━━━ STUDY MATERIAL

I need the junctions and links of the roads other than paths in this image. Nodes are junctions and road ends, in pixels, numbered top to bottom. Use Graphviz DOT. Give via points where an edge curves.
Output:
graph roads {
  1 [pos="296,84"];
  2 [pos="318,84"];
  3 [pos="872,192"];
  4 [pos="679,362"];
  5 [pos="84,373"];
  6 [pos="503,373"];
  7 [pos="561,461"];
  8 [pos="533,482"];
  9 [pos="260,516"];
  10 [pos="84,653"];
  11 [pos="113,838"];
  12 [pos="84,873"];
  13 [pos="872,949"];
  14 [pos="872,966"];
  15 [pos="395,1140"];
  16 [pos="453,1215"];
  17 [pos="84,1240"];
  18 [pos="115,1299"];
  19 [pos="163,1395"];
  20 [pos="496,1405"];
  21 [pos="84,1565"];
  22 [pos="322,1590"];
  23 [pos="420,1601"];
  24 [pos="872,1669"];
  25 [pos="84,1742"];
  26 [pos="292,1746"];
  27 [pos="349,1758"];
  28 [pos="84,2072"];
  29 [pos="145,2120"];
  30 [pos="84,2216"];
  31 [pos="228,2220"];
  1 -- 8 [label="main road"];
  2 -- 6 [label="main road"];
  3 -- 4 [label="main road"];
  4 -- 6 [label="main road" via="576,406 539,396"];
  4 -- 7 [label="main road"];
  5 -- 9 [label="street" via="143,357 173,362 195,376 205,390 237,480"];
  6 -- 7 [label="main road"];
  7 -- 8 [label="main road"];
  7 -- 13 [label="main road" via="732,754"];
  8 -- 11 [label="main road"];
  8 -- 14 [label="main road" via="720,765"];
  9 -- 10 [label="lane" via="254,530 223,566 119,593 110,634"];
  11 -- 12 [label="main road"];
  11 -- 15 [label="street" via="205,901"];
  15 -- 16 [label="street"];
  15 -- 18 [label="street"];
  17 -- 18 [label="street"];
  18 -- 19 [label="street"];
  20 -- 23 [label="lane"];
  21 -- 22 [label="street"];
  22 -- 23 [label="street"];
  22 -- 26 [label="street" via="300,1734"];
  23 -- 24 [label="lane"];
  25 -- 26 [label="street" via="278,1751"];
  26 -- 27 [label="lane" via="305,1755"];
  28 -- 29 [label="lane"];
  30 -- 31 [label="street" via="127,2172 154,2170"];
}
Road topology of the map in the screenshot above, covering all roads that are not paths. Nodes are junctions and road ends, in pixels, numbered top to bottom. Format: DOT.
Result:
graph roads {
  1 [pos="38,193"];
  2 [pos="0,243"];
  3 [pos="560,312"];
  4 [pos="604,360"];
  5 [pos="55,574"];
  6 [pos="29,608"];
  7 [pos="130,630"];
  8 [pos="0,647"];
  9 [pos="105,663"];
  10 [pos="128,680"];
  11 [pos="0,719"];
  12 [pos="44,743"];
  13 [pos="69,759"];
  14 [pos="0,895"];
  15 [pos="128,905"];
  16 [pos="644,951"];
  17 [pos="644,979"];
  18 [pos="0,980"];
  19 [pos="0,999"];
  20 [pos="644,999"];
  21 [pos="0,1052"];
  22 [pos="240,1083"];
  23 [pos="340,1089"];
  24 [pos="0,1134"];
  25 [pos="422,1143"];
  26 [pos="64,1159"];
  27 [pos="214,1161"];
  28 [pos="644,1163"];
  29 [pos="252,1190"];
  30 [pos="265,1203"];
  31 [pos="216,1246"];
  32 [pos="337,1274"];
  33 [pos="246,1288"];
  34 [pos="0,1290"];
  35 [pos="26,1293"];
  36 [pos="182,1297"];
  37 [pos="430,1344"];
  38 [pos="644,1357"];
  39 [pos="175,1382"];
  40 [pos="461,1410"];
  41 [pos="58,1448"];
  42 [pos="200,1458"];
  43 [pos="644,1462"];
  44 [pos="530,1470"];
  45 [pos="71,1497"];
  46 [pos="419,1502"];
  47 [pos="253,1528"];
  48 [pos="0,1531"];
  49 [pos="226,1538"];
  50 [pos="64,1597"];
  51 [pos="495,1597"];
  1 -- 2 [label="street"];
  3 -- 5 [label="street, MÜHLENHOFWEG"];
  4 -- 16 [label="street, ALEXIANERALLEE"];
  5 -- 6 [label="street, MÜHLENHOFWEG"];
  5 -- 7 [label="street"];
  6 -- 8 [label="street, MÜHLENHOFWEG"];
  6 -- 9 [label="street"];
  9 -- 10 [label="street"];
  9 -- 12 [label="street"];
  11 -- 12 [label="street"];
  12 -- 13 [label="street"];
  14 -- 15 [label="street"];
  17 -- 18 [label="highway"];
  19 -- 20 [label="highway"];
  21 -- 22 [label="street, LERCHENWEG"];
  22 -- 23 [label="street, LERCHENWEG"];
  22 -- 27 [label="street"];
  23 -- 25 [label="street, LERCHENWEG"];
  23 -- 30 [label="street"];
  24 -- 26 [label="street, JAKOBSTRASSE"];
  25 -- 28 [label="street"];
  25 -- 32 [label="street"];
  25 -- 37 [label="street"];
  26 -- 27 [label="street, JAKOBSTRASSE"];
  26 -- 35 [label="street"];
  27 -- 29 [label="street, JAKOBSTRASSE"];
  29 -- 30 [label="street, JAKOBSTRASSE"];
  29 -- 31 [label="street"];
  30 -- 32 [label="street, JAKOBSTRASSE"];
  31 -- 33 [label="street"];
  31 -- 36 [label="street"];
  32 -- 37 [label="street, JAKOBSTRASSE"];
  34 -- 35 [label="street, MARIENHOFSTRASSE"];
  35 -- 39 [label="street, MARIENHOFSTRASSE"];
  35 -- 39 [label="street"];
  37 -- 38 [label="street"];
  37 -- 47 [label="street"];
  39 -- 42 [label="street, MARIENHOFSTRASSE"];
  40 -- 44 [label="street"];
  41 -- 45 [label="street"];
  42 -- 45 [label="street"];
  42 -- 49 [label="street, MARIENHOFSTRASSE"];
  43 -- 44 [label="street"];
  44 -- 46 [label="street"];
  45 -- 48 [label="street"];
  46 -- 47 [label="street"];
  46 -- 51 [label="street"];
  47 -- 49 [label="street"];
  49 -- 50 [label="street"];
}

━━━━━━

Give every line of the listing again. Keep each one exact.

I need the junctions and links of the roads other than paths in this image. Nodes are junctions and road ends, in pixels, numbered top to bottom. Use Graphviz DOT. Give via points where an edge curves.
Output:
graph roads {
  1 [pos="296,84"];
  2 [pos="318,84"];
  3 [pos="872,192"];
  4 [pos="679,362"];
  5 [pos="84,373"];
  6 [pos="503,373"];
  7 [pos="561,461"];
  8 [pos="533,482"];
  9 [pos="260,516"];
  10 [pos="84,653"];
  11 [pos="113,838"];
  12 [pos="84,873"];
  13 [pos="872,949"];
  14 [pos="872,966"];
  15 [pos="395,1140"];
  16 [pos="453,1215"];
  17 [pos="84,1240"];
  18 [pos="115,1299"];
  19 [pos="163,1395"];
  20 [pos="496,1405"];
  21 [pos="84,1565"];
  22 [pos="322,1590"];
  23 [pos="420,1601"];
  24 [pos="872,1669"];
  25 [pos="84,1742"];
  26 [pos="292,1746"];
  27 [pos="349,1758"];
  28 [pos="84,2072"];
  29 [pos="145,2120"];
  30 [pos="84,2216"];
  31 [pos="228,2220"];
  1 -- 8 [label="main road"];
  2 -- 6 [label="main road"];
  3 -- 4 [label="main road"];
  4 -- 6 [label="main road" via="576,406 539,396"];
  4 -- 7 [label="main road"];
  5 -- 9 [label="street" via="143,357 173,362 195,376 205,390 237,480"];
  6 -- 7 [label="main road"];
  7 -- 8 [label="main road"];
  7 -- 13 [label="main road" via="732,754"];
  8 -- 11 [label="main road"];
  8 -- 14 [label="main road" via="720,765"];
  9 -- 10 [label="lane" via="254,530 223,566 119,593 110,634"];
  11 -- 12 [label="main road"];
  11 -- 15 [label="street" via="205,901"];
  15 -- 16 [label="street"];
  15 -- 18 [label="street"];
  17 -- 18 [label="street"];
  18 -- 19 [label="street"];
  20 -- 23 [label="lane"];
  21 -- 22 [label="street"];
  22 -- 23 [label="street"];
  22 -- 26 [label="street" via="300,1734"];
  23 -- 24 [label="lane"];
  25 -- 26 [label="street" via="278,1751"];
  26 -- 27 [label="lane" via="305,1755"];
  28 -- 29 [label="lane"];
  30 -- 31 [label="street" via="127,2172 154,2170"];
}
Road topology of the map in the screenshot above, covering all roads that are not paths. Nodes are junctions and road ends, in pixels, numbered top to bottom. Format: DOT.
Result:
graph roads {
  1 [pos="38,193"];
  2 [pos="0,243"];
  3 [pos="560,312"];
  4 [pos="604,360"];
  5 [pos="55,574"];
  6 [pos="29,608"];
  7 [pos="130,630"];
  8 [pos="0,647"];
  9 [pos="105,663"];
  10 [pos="128,680"];
  11 [pos="0,719"];
  12 [pos="44,743"];
  13 [pos="69,759"];
  14 [pos="0,895"];
  15 [pos="128,905"];
  16 [pos="644,951"];
  17 [pos="644,979"];
  18 [pos="0,980"];
  19 [pos="0,999"];
  20 [pos="644,999"];
  21 [pos="0,1052"];
  22 [pos="240,1083"];
  23 [pos="340,1089"];
  24 [pos="0,1134"];
  25 [pos="422,1143"];
  26 [pos="64,1159"];
  27 [pos="214,1161"];
  28 [pos="644,1163"];
  29 [pos="252,1190"];
  30 [pos="265,1203"];
  31 [pos="216,1246"];
  32 [pos="337,1274"];
  33 [pos="246,1288"];
  34 [pos="0,1290"];
  35 [pos="26,1293"];
  36 [pos="182,1297"];
  37 [pos="430,1344"];
  38 [pos="644,1357"];
  39 [pos="175,1382"];
  40 [pos="461,1410"];
  41 [pos="58,1448"];
  42 [pos="200,1458"];
  43 [pos="644,1462"];
  44 [pos="530,1470"];
  45 [pos="71,1497"];
  46 [pos="419,1502"];
  47 [pos="253,1528"];
  48 [pos="0,1531"];
  49 [pos="226,1538"];
  50 [pos="64,1597"];
  51 [pos="495,1597"];
  1 -- 2 [label="street"];
  3 -- 5 [label="street, MÜHLENHOFWEG"];
  4 -- 16 [label="street, ALEXIANERALLEE"];
  5 -- 6 [label="street, MÜHLENHOFWEG"];
  5 -- 7 [label="street"];
  6 -- 8 [label="street, MÜHLENHOFWEG"];
  6 -- 9 [label="street"];
  9 -- 10 [label="street"];
  9 -- 12 [label="street"];
  11 -- 12 [label="street"];
  12 -- 13 [label="street"];
  14 -- 15 [label="street"];
  17 -- 18 [label="highway"];
  19 -- 20 [label="highway"];
  21 -- 22 [label="street, LERCHENWEG"];
  22 -- 23 [label="street, LERCHENWEG"];
  22 -- 27 [label="street"];
  23 -- 25 [label="street, LERCHENWEG"];
  23 -- 30 [label="street"];
  24 -- 26 [label="street, JAKOBSTRASSE"];
  25 -- 28 [label="street"];
  25 -- 32 [label="street"];
  25 -- 37 [label="street"];
  26 -- 27 [label="street, JAKOBSTRASSE"];
  26 -- 35 [label="street"];
  27 -- 29 [label="street, JAKOBSTRASSE"];
  29 -- 30 [label="street, JAKOBSTRASSE"];
  29 -- 31 [label="street"];
  30 -- 32 [label="street, JAKOBSTRASSE"];
  31 -- 33 [label="street"];
  31 -- 36 [label="street"];
  32 -- 37 [label="street, JAKOBSTRASSE"];
  34 -- 35 [label="street, MARIENHOFSTRASSE"];
  35 -- 39 [label="street, MARIENHOFSTRASSE"];
  35 -- 39 [label="street"];
  37 -- 38 [label="street"];
  37 -- 47 [label="street"];
  39 -- 42 [label="street, MARIENHOFSTRASSE"];
  40 -- 44 [label="street"];
  41 -- 45 [label="street"];
  42 -- 45 [label="street"];
  42 -- 49 [label="street, MARIENHOFSTRASSE"];
  43 -- 44 [label="street"];
  44 -- 46 [label="street"];
  45 -- 48 [label="street"];
  46 -- 47 [label="street"];
  46 -- 51 [label="street"];
  47 -- 49 [label="street"];
  49 -- 50 [label="street"];
}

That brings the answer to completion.